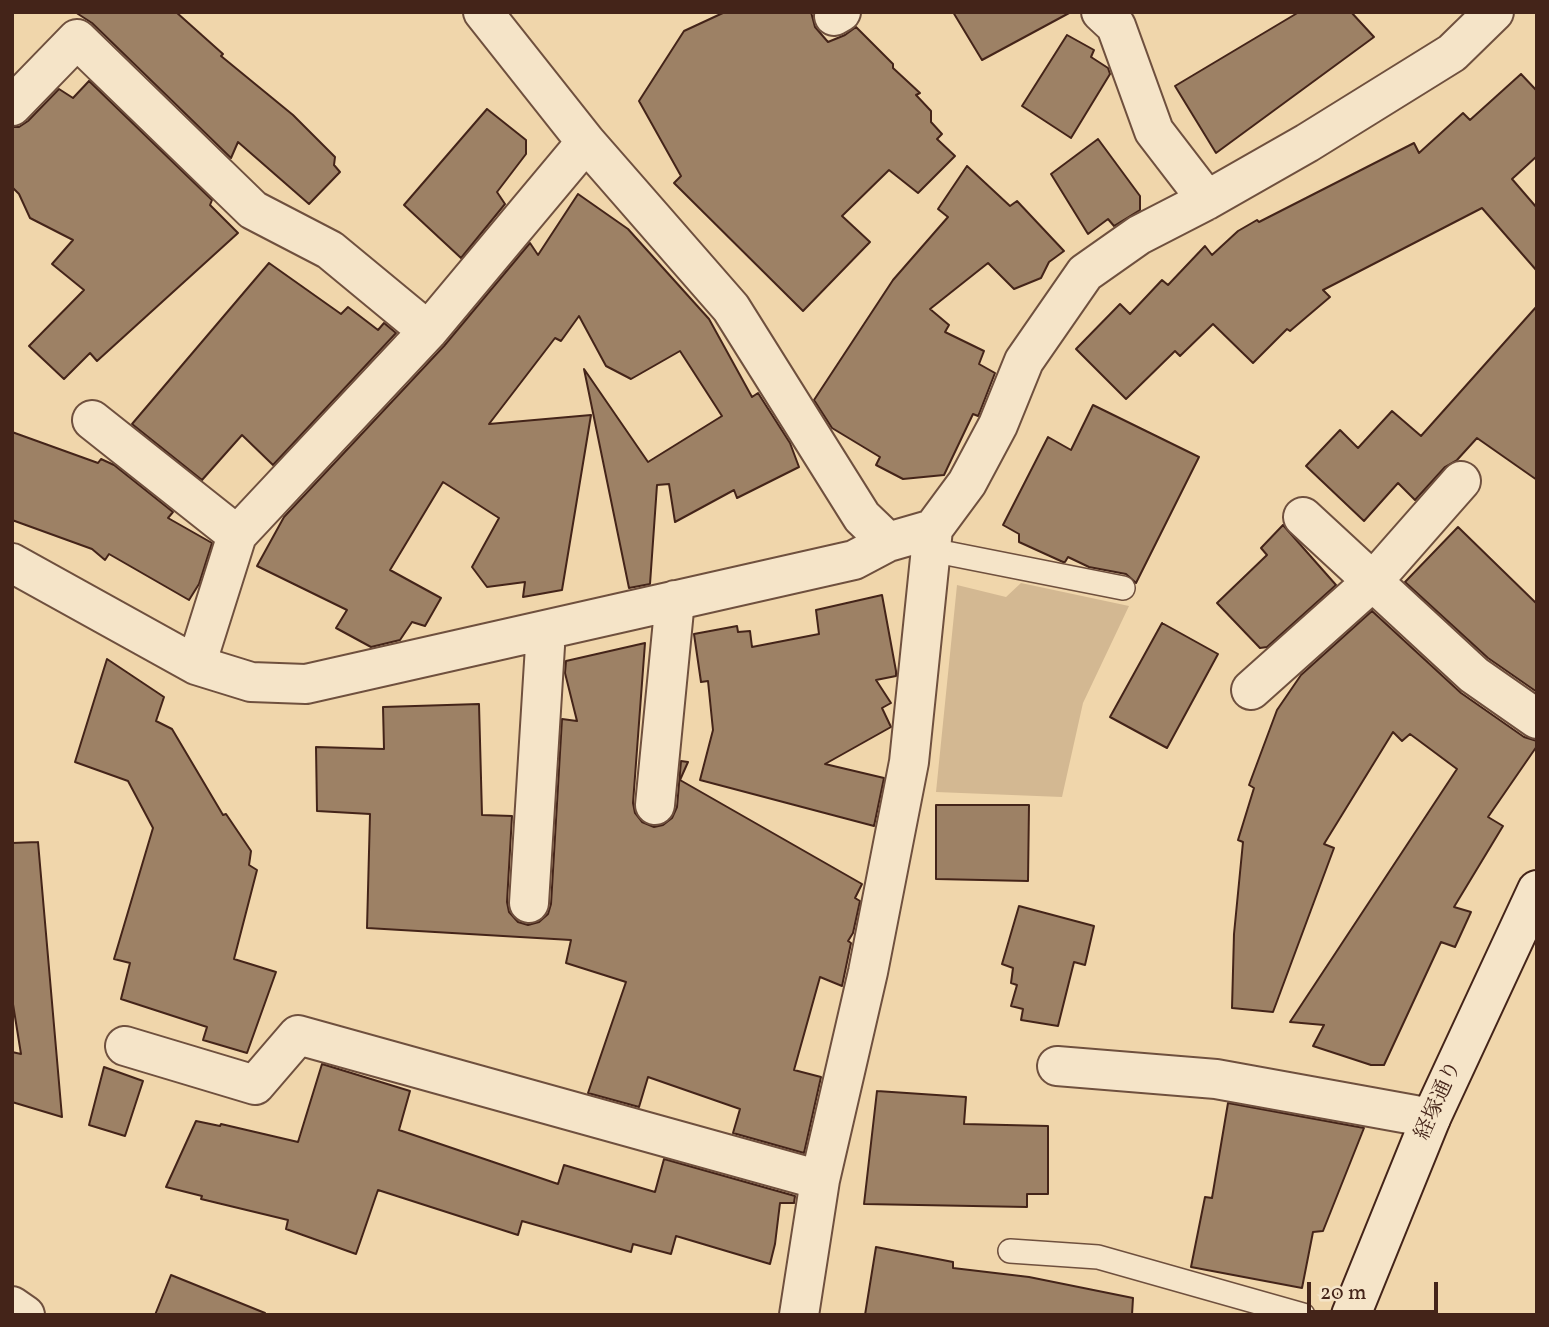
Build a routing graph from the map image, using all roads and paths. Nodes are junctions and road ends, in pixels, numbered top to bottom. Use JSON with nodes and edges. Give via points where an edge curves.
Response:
{"nodes":[{"id":1,"x":483,"y":12,"type":"edge"},
{"id":2,"x":1101,"y":12,"type":"edge"},
{"id":3,"x":1494,"y":12,"type":"edge"},
{"id":4,"x":12,"y":106,"type":"edge"},
{"id":5,"x":586,"y":142,"type":"junction"},
{"id":6,"x":1207,"y":200,"type":"junction"},
{"id":7,"x":428,"y":331,"type":"junction"},
{"id":8,"x":92,"y":420,"type":"dead end"},
{"id":9,"x":1461,"y":481,"type":"dead end"},
{"id":10,"x":1303,"y":517,"type":"dead end"},
{"id":11,"x":237,"y":535,"type":"junction"},
{"id":12,"x":932,"y":540,"type":"junction"},
{"id":13,"x":888,"y":542,"type":"junction"},
{"id":14,"x":12,"y":562,"type":"edge"},
{"id":15,"x":1373,"y":581,"type":"junction"},
{"id":16,"x":1123,"y":588,"type":"dead end"},
{"id":17,"x":675,"y":600,"type":"junction"},
{"id":18,"x":546,"y":630,"type":"junction"},
{"id":19,"x":196,"y":665,"type":"junction"},
{"id":20,"x":1251,"y":690,"type":"dead end"},
{"id":21,"x":1537,"y":719,"type":"edge"},
{"id":22,"x":655,"y":805,"type":"dead end"},
{"id":23,"x":1537,"y":890,"type":"edge"},
{"id":24,"x":529,"y":903,"type":"dead end"},
{"id":25,"x":125,"y":1046,"type":"dead end"},
{"id":26,"x":1057,"y":1066,"type":"dead end"},
{"id":27,"x":1431,"y":1118,"type":"junction"},
{"id":28,"x":820,"y":1180,"type":"junction"},
{"id":29,"x":1010,"y":1251,"type":"dead end"},
{"id":30,"x":12,"y":1306,"type":"edge"},
{"id":31,"x":25,"y":1315,"type":"edge"},
{"id":32,"x":799,"y":1315,"type":"edge"},
{"id":33,"x":1303,"y":1315,"type":"edge"},
{"id":34,"x":1351,"y":1315,"type":"edge"}],
"edges":[{"from":1,"to":5,"type":"street"},
{"from":2,"to":6,"type":"street","via":[[1116,26],[1154,131]]},
{"from":3,"to":6,"type":"street","via":[[1452,53]]},
{"from":4,"to":7,"type":"street","via":[[77,40],[253,210],[331,250]]},
{"from":5,"to":7,"type":"street"},
{"from":5,"to":13,"type":"street","via":[[731,309],[862,517]]},
{"from":6,"to":12,"type":"street","via":[[1139,235],[1085,273],[1024,361],[998,425]]},
{"from":7,"to":11,"type":"street"},
{"from":8,"to":11,"type":"street"},
{"from":9,"to":15,"type":"street"},
{"from":10,"to":15,"type":"street"},
{"from":11,"to":19,"type":"street"},
{"from":12,"to":13,"type":"street"},
{"from":12,"to":16,"type":"lane"},
{"from":12,"to":28,"type":"street","via":[[909,762],[868,972]]},
{"from":13,"to":17,"type":"street","via":[[854,560]]},
{"from":14,"to":19,"type":"street"},
{"from":15,"to":20,"type":"street"},
{"from":15,"to":21,"type":"street","via":[[1474,675]]},
{"from":17,"to":18,"type":"street"},
{"from":17,"to":22,"type":"street"},
{"from":18,"to":19,"type":"street","via":[[306,684],[251,682]]},
{"from":18,"to":24,"type":"street"},
{"from":23,"to":27,"type":"street","name":"経塚通り"},
{"from":25,"to":28,"type":"street","via":[[255,1085],[298,1035]]},
{"from":26,"to":27,"type":"street","via":[[1216,1079]]},
{"from":27,"to":34,"type":"street","name":"経塚通り"},
{"from":28,"to":32,"type":"street"},
{"from":29,"to":33,"type":"lane","via":[[1098,1257]]},
{"from":30,"to":31,"type":"street"}]}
::::::
Make an exact copy of the listing above, omitting the pictures.

## WRITTEN RESPONSE
Build a routing graph from the map image, using all roads and paths. Nodes are junctions and road ends, in pixels, numbered top to bottom. Use JSON with nodes and edges. Give via points where an edge curves.
Response:
{"nodes":[{"id":1,"x":483,"y":12,"type":"edge"},
{"id":2,"x":1101,"y":12,"type":"edge"},
{"id":3,"x":1494,"y":12,"type":"edge"},
{"id":4,"x":12,"y":106,"type":"edge"},
{"id":5,"x":586,"y":142,"type":"junction"},
{"id":6,"x":1207,"y":200,"type":"junction"},
{"id":7,"x":428,"y":331,"type":"junction"},
{"id":8,"x":92,"y":420,"type":"dead end"},
{"id":9,"x":1461,"y":481,"type":"dead end"},
{"id":10,"x":1303,"y":517,"type":"dead end"},
{"id":11,"x":237,"y":535,"type":"junction"},
{"id":12,"x":932,"y":540,"type":"junction"},
{"id":13,"x":888,"y":542,"type":"junction"},
{"id":14,"x":12,"y":562,"type":"edge"},
{"id":15,"x":1373,"y":581,"type":"junction"},
{"id":16,"x":1123,"y":588,"type":"dead end"},
{"id":17,"x":675,"y":600,"type":"junction"},
{"id":18,"x":546,"y":630,"type":"junction"},
{"id":19,"x":196,"y":665,"type":"junction"},
{"id":20,"x":1251,"y":690,"type":"dead end"},
{"id":21,"x":1537,"y":719,"type":"edge"},
{"id":22,"x":655,"y":805,"type":"dead end"},
{"id":23,"x":1537,"y":890,"type":"edge"},
{"id":24,"x":529,"y":903,"type":"dead end"},
{"id":25,"x":125,"y":1046,"type":"dead end"},
{"id":26,"x":1057,"y":1066,"type":"dead end"},
{"id":27,"x":1431,"y":1118,"type":"junction"},
{"id":28,"x":820,"y":1180,"type":"junction"},
{"id":29,"x":1010,"y":1251,"type":"dead end"},
{"id":30,"x":12,"y":1306,"type":"edge"},
{"id":31,"x":25,"y":1315,"type":"edge"},
{"id":32,"x":799,"y":1315,"type":"edge"},
{"id":33,"x":1303,"y":1315,"type":"edge"},
{"id":34,"x":1351,"y":1315,"type":"edge"}],
"edges":[{"from":1,"to":5,"type":"street"},
{"from":2,"to":6,"type":"street","via":[[1116,26],[1154,131]]},
{"from":3,"to":6,"type":"street","via":[[1452,53]]},
{"from":4,"to":7,"type":"street","via":[[77,40],[253,210],[331,250]]},
{"from":5,"to":7,"type":"street"},
{"from":5,"to":13,"type":"street","via":[[731,309],[862,517]]},
{"from":6,"to":12,"type":"street","via":[[1139,235],[1085,273],[1024,361],[998,425]]},
{"from":7,"to":11,"type":"street"},
{"from":8,"to":11,"type":"street"},
{"from":9,"to":15,"type":"street"},
{"from":10,"to":15,"type":"street"},
{"from":11,"to":19,"type":"street"},
{"from":12,"to":13,"type":"street"},
{"from":12,"to":16,"type":"lane"},
{"from":12,"to":28,"type":"street","via":[[909,762],[868,972]]},
{"from":13,"to":17,"type":"street","via":[[854,560]]},
{"from":14,"to":19,"type":"street"},
{"from":15,"to":20,"type":"street"},
{"from":15,"to":21,"type":"street","via":[[1474,675]]},
{"from":17,"to":18,"type":"street"},
{"from":17,"to":22,"type":"street"},
{"from":18,"to":19,"type":"street","via":[[306,684],[251,682]]},
{"from":18,"to":24,"type":"street"},
{"from":23,"to":27,"type":"street","name":"経塚通り"},
{"from":25,"to":28,"type":"street","via":[[255,1085],[298,1035]]},
{"from":26,"to":27,"type":"street","via":[[1216,1079]]},
{"from":27,"to":34,"type":"street","name":"経塚通り"},
{"from":28,"to":32,"type":"street"},
{"from":29,"to":33,"type":"lane","via":[[1098,1257]]},
{"from":30,"to":31,"type":"street"}]}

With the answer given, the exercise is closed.